◆ Task ◆
Taking the listing below line by line, tally those that contain the string "Emerson". Give the total alone.

◆ Material provided ◆
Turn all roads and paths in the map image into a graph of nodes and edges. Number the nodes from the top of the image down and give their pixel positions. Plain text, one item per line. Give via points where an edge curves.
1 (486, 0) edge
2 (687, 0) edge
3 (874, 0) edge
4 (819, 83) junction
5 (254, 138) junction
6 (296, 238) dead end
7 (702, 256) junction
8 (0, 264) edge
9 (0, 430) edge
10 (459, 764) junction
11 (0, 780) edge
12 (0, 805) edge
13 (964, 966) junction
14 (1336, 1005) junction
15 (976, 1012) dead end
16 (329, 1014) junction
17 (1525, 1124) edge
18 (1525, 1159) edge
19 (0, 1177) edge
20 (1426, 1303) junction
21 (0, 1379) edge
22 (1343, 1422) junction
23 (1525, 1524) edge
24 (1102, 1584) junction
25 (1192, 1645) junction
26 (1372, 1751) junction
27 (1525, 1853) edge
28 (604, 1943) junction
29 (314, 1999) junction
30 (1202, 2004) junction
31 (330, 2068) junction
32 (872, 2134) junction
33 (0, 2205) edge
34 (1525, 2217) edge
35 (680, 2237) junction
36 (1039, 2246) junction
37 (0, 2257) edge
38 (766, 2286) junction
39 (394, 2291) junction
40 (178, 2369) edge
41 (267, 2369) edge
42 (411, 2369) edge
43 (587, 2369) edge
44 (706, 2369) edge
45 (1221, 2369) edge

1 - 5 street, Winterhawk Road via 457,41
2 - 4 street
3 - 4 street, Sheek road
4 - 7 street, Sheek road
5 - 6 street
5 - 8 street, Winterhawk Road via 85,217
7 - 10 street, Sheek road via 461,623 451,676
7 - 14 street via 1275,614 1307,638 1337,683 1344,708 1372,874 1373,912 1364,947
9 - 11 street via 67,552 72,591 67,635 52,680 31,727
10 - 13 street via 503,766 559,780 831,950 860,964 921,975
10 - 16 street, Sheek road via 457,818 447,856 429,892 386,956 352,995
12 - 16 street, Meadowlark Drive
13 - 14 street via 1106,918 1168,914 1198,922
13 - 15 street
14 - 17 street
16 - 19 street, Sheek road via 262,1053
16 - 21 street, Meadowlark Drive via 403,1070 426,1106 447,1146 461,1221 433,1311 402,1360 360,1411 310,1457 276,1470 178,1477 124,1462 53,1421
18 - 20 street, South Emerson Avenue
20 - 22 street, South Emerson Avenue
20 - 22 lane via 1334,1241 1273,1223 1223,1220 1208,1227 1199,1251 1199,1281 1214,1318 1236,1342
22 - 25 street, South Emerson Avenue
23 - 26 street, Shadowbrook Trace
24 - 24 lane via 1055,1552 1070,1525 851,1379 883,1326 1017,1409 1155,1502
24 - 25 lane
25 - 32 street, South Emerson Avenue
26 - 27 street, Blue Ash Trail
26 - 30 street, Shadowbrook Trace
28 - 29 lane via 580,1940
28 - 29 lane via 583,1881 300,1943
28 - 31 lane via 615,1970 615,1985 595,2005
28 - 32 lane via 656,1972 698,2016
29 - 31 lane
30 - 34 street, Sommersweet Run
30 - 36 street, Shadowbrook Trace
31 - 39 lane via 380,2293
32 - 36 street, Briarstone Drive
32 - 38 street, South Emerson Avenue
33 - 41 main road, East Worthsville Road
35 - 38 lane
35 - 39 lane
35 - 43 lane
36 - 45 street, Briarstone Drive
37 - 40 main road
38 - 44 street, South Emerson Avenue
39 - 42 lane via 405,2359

◆ Solved problem ◆
6